- [Exercise data]

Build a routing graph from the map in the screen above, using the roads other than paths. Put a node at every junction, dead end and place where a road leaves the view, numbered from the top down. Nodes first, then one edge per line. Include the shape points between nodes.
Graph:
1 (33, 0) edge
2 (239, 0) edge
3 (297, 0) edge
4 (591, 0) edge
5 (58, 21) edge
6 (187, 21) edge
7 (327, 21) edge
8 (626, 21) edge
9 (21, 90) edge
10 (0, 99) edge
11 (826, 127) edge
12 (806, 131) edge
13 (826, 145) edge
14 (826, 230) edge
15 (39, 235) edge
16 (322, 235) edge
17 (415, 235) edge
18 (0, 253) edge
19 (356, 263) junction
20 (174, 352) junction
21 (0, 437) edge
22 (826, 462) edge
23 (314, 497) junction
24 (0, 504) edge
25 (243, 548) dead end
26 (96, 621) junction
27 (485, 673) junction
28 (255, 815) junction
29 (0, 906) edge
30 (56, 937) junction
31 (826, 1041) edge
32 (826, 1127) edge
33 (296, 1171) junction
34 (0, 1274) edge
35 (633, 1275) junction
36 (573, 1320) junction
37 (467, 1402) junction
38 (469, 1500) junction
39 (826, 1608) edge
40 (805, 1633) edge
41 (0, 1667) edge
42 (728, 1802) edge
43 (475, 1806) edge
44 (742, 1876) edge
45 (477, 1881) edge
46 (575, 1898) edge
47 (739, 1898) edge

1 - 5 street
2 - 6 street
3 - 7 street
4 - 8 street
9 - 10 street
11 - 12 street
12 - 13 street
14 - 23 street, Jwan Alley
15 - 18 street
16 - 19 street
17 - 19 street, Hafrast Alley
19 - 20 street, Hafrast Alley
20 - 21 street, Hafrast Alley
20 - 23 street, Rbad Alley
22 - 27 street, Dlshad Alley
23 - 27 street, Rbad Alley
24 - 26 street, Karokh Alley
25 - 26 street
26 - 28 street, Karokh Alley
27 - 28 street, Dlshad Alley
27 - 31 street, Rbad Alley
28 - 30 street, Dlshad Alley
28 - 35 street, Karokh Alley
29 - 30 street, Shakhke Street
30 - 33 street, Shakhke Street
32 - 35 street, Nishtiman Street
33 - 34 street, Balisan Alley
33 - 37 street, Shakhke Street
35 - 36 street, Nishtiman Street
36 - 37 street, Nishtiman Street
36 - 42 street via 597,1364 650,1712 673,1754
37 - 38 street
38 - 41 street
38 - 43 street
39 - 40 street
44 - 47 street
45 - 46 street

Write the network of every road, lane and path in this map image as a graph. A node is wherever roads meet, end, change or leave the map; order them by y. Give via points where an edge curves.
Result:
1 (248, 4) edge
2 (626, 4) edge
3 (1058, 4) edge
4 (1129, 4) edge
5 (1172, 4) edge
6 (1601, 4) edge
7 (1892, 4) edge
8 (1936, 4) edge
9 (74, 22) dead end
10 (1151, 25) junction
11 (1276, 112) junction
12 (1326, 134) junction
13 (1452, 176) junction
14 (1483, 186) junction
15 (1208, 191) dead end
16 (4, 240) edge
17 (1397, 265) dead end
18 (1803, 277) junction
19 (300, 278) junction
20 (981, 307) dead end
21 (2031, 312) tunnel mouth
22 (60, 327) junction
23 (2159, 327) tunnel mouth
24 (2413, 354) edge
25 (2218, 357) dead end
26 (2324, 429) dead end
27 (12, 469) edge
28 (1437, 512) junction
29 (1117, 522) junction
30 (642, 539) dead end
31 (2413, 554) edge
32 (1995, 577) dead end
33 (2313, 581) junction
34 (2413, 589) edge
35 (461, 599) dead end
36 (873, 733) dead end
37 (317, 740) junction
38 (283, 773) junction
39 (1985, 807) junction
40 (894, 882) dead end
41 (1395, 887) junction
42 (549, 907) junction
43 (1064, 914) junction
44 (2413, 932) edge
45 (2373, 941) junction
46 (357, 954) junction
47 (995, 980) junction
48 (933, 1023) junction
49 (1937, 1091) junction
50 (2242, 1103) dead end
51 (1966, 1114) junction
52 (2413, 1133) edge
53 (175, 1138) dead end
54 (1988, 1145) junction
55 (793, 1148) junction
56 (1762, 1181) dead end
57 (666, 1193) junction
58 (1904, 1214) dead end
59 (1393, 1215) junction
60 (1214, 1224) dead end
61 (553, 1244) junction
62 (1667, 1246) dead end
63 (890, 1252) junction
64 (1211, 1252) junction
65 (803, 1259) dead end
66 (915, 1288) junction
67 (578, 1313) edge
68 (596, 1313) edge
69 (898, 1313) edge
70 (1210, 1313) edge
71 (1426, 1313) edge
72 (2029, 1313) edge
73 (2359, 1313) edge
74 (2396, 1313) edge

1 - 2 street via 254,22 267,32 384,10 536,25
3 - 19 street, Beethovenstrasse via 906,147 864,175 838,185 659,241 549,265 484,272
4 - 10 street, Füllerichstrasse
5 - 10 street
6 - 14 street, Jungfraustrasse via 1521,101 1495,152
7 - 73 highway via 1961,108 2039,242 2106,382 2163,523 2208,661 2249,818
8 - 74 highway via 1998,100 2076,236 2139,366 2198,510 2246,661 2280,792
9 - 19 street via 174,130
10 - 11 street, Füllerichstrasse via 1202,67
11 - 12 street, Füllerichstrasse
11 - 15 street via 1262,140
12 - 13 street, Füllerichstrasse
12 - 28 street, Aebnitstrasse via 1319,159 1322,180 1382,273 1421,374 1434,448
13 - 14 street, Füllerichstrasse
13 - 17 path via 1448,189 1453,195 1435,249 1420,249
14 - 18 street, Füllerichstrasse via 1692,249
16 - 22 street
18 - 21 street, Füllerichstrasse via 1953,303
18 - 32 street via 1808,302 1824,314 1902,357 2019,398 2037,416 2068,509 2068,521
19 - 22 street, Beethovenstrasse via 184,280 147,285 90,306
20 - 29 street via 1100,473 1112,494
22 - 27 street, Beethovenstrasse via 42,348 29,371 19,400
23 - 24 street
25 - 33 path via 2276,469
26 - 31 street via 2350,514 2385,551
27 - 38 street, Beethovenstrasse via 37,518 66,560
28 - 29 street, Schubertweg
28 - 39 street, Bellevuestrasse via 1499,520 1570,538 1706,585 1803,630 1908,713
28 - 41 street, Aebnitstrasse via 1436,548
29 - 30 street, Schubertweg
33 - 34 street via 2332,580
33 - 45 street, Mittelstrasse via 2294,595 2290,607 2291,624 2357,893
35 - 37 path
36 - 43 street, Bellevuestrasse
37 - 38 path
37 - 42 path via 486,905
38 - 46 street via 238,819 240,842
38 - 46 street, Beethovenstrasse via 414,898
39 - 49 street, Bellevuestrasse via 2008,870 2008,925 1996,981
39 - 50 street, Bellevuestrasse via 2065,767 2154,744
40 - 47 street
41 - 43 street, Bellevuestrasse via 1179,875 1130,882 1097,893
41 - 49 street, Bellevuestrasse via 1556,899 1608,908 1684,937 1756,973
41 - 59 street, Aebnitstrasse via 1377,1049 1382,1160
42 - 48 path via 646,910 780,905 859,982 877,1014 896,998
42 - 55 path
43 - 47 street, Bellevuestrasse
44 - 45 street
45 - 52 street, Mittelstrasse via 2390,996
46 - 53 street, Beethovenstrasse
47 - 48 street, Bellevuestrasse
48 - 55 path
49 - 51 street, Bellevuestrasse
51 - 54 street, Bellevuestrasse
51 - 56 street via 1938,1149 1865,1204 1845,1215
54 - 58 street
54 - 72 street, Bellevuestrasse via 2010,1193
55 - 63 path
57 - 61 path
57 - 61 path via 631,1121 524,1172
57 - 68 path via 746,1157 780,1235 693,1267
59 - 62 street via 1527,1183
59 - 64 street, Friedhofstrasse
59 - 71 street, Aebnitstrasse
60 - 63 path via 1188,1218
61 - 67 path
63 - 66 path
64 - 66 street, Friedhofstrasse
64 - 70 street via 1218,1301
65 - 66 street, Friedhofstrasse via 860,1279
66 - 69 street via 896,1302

- [Your assignment]
Within the data above, pick out all lines holding the word "Beethovenstrasse".

- [Response for this exercise]
3 - 19 street, Beethovenstrasse via 906,147 864,175 838,185 659,241 549,265 484,272
19 - 22 street, Beethovenstrasse via 184,280 147,285 90,306
22 - 27 street, Beethovenstrasse via 42,348 29,371 19,400
27 - 38 street, Beethovenstrasse via 37,518 66,560
38 - 46 street, Beethovenstrasse via 414,898
46 - 53 street, Beethovenstrasse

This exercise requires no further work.